Arvida: [laughs] I don’t know. The reason why I started doing self-portraits was because I was scared to bring my camera out and have people telling me I was doing something wrong. So I started practising by taking pictures of myself. I used self-portraits to get out of eating disorders. Then it just developed. I remember your first shoot for VICE, named and themed after Ingmar Bergman’s Persona, which was a bunch of self-portraits and you had really short hair. Was that in the very beginning?
Arvida: I started taking pictures when I was 14 or something. I was 16 when I did that VICE shoot. Someone at VICE had seen my photo blog and asked me to shoot something. Was that the first time you got published?
Arvida: Yes! How old are you now?
Arvida: 20.

How do you feel about the Shot by Kern episode you’re in that came out recently?
Arvida: It was pretty much how I had expected it to be. I found it really funny how the last girl’s opinions were the polar opposite to mine. Like how she said, “I don’t want this to be porn, because porn is porn and art is art.” I did it because I find that exact border between the two interesting – when does porn start? And why is porn more stigmatised than regular nude photos? Or why is porn considered to be worse than sex scenes in Hollywood movies? I think Hollywood movies probably create more norms than pornography, by pretending to reflect real life.
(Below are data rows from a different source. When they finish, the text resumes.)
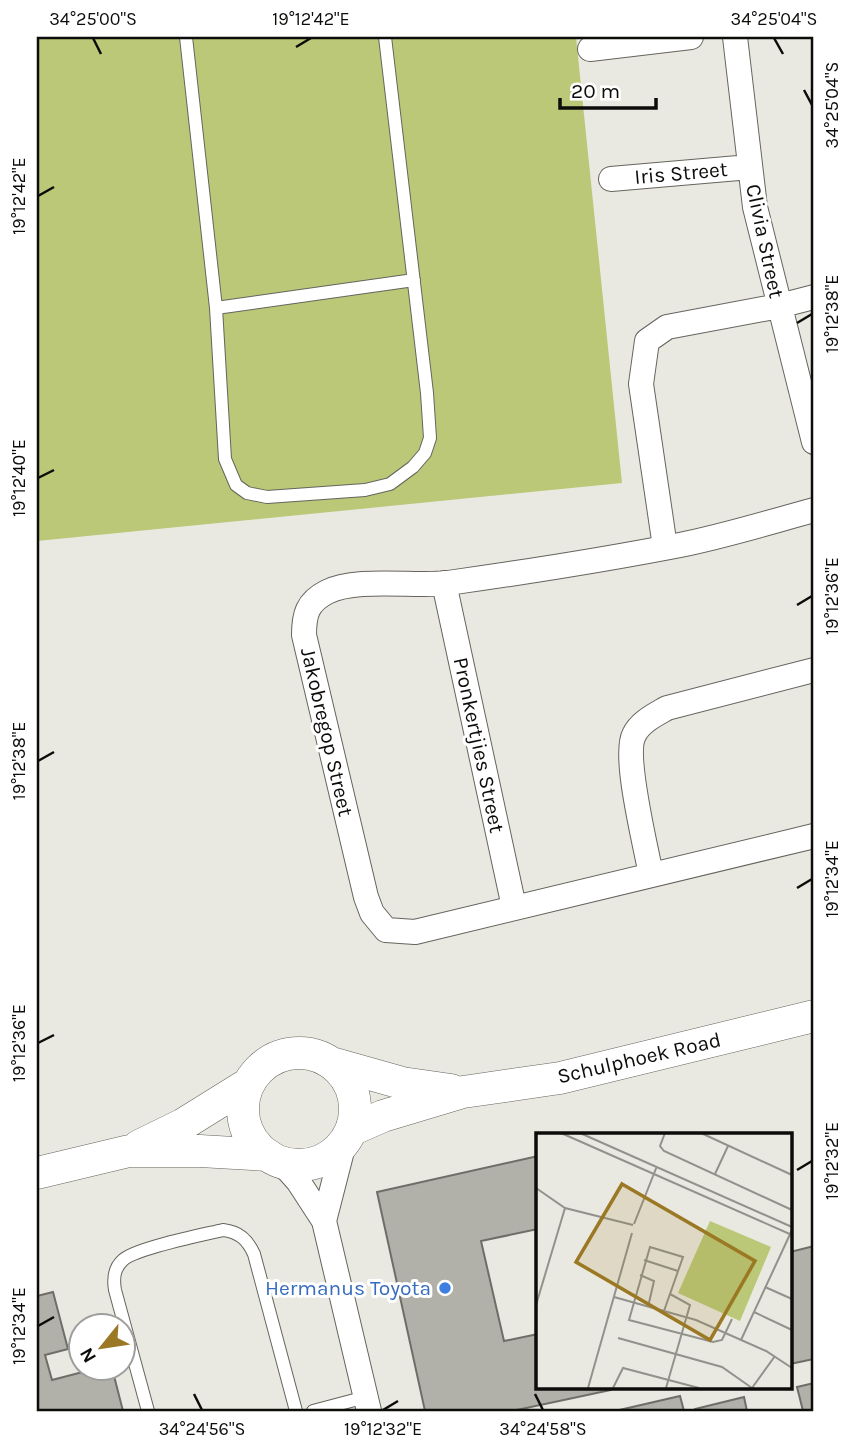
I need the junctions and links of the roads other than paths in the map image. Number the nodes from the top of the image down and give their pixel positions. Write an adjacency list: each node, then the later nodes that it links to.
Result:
1 (186, 37): 11 (lane)
2 (385, 37): 8 (lane)
3 (691, 37): 5 (street)
4 (735, 37): 6 (street, Clivia Street)
5 (590, 49)
6 (750, 167): 7 (street, Iris Street); 10 (street, Clivia Street)
7 (611, 179)
8 (414, 280): 11 (lane); 11 (lane)
9 (814, 297): 10 (street)
10 (779, 306): 12 (street, Clivia Street); 14 (street)
11 (216, 308)
12 (814, 442)
13 (814, 510): 14 (street, Jakobregop Street)
14 (665, 547): 15 (street, Jakobregop Street)
15 (444, 583): 19 (street, Pronkertjies Street); 19 (street, Jakobregop Street)
16 (814, 670): 18 (street)
17 (814, 836): 18 (street, Jakobregop Street)
18 (651, 875): 19 (street, Jakobregop Street)
19 (514, 908)
20 (814, 1016): 23 (street, Schulphoek Road)
21 (331, 1063): 22 (street); 23 (street, Schulphoek Road); 24 (street)
22 (248, 1084): 25 (street); 26 (street)
23 (463, 1092): 24 (street, Schulphoek Road)
24 (347, 1136): 26 (street); 28 (street)
25 (129, 1152): 26 (street); 27 (street)
26 (274, 1159): 28 (street)
27 (37, 1173)
28 (324, 1221): 29 (street)
29 (367, 1404): 32 (lane)
30 (148, 1411): 31 (lane)
31 (296, 1411)
32 (313, 1411)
But in Hollywood films, they just have super-boring missionary sex. If people think that’s normal they’re going to have such a boring life. Valerie, what did you find out about Arvida’s world when shooting her?
Valerie: I don’t know if I found out what it was like to be in her world. But I feel like I found out what it was like to spend time with her. It was very genuine, which I really loved. She just came in and she was Arvida and we had a fun time and made something cool.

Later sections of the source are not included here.